— EXERCISE DETAILS —
Go through the material below and report how many lines contain "Curie". Give only the number.
========================
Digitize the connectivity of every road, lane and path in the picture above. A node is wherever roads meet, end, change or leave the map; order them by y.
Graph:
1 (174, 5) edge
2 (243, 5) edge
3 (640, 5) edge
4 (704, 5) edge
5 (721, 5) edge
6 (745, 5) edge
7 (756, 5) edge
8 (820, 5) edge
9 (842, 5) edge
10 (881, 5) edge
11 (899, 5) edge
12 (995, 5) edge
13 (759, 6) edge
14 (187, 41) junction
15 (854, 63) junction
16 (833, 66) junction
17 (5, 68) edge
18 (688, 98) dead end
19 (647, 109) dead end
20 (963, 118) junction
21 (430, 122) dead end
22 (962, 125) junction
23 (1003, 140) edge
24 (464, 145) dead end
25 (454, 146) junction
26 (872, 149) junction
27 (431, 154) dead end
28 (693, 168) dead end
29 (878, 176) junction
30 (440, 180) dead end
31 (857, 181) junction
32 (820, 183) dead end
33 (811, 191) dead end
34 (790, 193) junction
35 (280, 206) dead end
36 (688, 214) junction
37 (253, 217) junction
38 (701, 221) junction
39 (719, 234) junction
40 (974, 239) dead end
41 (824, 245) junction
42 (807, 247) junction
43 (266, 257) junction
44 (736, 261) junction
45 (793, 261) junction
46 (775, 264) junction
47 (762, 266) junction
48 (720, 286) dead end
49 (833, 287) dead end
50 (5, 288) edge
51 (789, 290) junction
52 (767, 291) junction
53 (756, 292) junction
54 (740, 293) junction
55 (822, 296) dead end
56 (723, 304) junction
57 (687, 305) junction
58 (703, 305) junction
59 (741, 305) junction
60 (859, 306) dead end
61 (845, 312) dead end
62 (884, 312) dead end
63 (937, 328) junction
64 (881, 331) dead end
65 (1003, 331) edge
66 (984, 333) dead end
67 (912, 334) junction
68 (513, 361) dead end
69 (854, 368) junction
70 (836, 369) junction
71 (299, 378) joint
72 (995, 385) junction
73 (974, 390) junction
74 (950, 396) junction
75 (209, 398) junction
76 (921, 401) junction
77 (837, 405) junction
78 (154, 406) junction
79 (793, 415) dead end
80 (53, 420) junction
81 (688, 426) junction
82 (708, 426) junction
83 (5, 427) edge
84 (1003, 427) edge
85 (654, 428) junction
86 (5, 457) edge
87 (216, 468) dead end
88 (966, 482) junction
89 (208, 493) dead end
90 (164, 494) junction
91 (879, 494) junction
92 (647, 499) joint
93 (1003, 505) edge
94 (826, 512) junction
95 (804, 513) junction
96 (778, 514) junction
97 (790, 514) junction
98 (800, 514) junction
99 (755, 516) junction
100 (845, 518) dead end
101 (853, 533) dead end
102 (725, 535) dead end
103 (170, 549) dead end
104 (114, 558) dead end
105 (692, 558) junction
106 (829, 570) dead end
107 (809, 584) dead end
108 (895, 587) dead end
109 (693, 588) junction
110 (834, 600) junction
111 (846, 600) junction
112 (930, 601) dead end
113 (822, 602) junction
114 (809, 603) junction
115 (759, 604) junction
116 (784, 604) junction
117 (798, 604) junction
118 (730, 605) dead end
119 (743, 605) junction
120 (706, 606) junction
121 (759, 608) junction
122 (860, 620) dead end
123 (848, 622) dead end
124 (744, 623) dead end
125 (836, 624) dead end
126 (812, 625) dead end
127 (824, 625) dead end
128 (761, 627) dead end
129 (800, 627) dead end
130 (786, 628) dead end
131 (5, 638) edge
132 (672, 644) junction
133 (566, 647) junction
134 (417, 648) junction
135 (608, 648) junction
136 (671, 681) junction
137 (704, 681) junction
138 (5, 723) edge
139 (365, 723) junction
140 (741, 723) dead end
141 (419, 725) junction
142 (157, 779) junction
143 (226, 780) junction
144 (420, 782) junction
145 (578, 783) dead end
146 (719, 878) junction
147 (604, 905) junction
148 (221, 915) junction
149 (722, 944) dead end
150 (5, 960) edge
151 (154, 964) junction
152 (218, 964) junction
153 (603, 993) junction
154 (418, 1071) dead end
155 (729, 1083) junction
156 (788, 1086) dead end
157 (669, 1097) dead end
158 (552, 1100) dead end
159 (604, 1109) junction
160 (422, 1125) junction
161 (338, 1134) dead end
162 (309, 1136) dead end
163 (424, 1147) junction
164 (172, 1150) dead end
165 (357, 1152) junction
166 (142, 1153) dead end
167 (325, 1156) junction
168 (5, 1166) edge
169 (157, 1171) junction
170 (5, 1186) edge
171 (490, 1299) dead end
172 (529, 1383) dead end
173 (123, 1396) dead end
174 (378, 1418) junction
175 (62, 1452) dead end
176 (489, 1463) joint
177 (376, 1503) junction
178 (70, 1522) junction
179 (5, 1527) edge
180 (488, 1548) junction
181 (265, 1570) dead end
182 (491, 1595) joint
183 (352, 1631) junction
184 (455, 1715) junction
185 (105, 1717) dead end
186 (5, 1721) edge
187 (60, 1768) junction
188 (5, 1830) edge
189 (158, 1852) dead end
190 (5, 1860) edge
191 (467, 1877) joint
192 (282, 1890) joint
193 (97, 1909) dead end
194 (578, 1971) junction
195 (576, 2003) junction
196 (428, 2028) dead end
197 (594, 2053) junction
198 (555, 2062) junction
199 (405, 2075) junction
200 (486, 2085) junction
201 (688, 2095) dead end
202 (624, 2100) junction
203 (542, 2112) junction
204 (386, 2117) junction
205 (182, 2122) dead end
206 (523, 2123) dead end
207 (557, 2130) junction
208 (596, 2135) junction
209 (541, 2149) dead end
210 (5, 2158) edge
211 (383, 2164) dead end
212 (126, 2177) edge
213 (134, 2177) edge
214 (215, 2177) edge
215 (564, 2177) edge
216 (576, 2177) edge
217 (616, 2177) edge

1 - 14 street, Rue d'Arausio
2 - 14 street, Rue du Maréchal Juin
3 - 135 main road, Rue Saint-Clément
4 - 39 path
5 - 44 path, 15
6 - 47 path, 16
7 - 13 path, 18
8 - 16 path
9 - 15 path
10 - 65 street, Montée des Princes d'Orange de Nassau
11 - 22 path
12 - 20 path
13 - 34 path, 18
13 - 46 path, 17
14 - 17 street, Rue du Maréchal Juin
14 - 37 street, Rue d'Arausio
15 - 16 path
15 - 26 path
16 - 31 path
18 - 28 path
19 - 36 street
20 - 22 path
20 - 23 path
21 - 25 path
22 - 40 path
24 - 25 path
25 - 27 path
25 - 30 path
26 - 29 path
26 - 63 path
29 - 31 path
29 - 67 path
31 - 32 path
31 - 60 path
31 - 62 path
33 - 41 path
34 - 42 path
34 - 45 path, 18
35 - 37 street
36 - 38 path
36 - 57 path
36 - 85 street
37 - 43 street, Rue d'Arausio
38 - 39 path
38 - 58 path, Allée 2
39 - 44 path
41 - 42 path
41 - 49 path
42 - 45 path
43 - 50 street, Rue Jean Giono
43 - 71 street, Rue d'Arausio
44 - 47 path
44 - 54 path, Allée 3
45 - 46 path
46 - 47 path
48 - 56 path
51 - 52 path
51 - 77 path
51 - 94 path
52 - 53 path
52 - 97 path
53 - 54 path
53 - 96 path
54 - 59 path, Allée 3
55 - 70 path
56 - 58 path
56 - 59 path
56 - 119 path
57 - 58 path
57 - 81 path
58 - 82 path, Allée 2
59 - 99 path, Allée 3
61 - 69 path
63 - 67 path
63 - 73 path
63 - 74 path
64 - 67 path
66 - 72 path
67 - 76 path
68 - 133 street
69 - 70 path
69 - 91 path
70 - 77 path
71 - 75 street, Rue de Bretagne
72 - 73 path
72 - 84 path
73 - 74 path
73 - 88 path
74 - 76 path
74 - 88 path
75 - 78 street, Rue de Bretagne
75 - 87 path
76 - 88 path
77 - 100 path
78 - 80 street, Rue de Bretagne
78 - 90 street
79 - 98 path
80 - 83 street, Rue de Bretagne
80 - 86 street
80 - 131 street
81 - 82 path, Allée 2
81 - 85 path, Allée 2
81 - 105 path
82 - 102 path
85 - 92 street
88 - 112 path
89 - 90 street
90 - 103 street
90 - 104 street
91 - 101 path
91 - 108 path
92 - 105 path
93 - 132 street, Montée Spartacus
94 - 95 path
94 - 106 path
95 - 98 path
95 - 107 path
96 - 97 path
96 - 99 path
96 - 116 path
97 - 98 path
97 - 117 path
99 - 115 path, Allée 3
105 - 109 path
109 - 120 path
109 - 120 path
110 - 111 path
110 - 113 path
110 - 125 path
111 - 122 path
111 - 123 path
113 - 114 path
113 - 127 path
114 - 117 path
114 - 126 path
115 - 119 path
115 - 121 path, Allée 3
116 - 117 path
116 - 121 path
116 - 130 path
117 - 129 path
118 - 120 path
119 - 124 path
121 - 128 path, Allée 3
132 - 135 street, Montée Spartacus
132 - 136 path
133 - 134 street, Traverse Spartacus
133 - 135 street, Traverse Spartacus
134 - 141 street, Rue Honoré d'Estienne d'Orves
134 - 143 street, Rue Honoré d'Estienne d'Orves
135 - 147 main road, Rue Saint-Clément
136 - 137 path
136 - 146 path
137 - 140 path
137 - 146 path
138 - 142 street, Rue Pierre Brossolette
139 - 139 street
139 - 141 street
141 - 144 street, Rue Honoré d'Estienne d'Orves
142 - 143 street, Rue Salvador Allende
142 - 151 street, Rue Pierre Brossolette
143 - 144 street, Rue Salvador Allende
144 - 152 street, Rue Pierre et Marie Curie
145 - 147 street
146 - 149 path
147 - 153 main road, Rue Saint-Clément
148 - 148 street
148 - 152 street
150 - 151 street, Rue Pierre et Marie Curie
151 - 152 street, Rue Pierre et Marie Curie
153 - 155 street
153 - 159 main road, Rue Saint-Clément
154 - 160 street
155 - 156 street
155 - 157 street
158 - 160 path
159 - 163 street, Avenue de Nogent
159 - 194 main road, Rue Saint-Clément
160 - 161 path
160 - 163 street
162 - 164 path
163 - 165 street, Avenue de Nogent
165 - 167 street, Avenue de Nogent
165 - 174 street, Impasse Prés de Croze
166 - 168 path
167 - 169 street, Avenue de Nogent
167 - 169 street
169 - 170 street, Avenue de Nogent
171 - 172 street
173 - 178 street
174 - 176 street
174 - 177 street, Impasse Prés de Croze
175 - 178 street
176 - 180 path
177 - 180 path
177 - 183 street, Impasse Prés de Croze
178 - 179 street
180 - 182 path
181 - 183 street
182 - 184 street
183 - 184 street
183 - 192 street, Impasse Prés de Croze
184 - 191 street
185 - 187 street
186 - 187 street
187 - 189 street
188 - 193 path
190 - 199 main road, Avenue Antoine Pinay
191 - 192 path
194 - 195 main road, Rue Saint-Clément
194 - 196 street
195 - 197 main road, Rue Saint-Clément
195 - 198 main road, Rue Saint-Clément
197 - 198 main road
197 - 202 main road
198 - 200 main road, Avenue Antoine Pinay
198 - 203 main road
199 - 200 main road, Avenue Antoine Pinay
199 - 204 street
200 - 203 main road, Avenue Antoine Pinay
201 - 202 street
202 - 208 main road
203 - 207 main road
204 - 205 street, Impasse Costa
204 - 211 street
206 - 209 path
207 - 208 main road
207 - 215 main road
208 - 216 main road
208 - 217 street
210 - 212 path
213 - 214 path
========================
— SOLUTION TO THIS PROBLEM —
3